Honestly, I was surprised at how well the chia seeds worked in this recipe. The chia fluffs up the chimichurri sauce, making it much more substantial. It’s almost like you could eat this in spoonfuls!
While I plated this dish with a “drizzle” of chimichurri, when I ate it, I kept a little on the side to dip my steak in – AND, when I went to eat it, I mixed everything together so the chimichurri coated the turnip noodles.
Now, speaking of these turnip noodles: they’re cooked in the pan juices from the ribeye steaks. Why is that important? 1) It infuses them with incredibly robust steak-y flavor and 2) It means we don’t need to use any extra olive oil, saving us some fats (albeit healthy fats!) and calories!

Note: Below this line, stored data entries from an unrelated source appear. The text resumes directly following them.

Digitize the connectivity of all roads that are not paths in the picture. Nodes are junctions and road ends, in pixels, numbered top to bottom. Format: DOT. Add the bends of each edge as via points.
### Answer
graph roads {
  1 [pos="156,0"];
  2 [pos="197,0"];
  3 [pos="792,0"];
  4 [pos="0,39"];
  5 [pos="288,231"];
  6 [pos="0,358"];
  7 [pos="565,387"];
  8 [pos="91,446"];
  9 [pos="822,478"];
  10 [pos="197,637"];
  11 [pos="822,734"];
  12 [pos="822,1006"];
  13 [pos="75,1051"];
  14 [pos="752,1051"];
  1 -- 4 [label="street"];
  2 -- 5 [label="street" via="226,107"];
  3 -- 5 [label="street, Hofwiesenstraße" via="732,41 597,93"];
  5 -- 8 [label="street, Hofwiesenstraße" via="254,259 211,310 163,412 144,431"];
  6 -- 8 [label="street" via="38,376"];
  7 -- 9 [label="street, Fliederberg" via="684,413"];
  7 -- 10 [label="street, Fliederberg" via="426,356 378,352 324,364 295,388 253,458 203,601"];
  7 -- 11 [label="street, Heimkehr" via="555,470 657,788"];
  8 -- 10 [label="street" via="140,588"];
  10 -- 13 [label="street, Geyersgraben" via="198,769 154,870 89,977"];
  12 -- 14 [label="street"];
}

I probably sound like a broken record, but this is definitely one of those meals where you put your fork down halfway through and go, “There’s no way this is healthy!” But it is, my friends, it is. I give most of the credit to the juices from the steak, but the turnip noodles, chard and chimichurri really work wonders together.
Instead of giving you some chia seed pudding recipe, I wanted to think outside of the box – because that’s what being Inspiralized is all about! And if you can’t find turnips, this would work equally as well with spiralized sweet potato, zucchini and parsnip.
If you’re vegetarian, ditch the steak and try a cauliflower steak instead – just cook the turnip noodles in olive oil. You won’t want to miss this chia-chimichurri!
Note: Although Bob’s Red Mill sponsored this post, all opinions are my own.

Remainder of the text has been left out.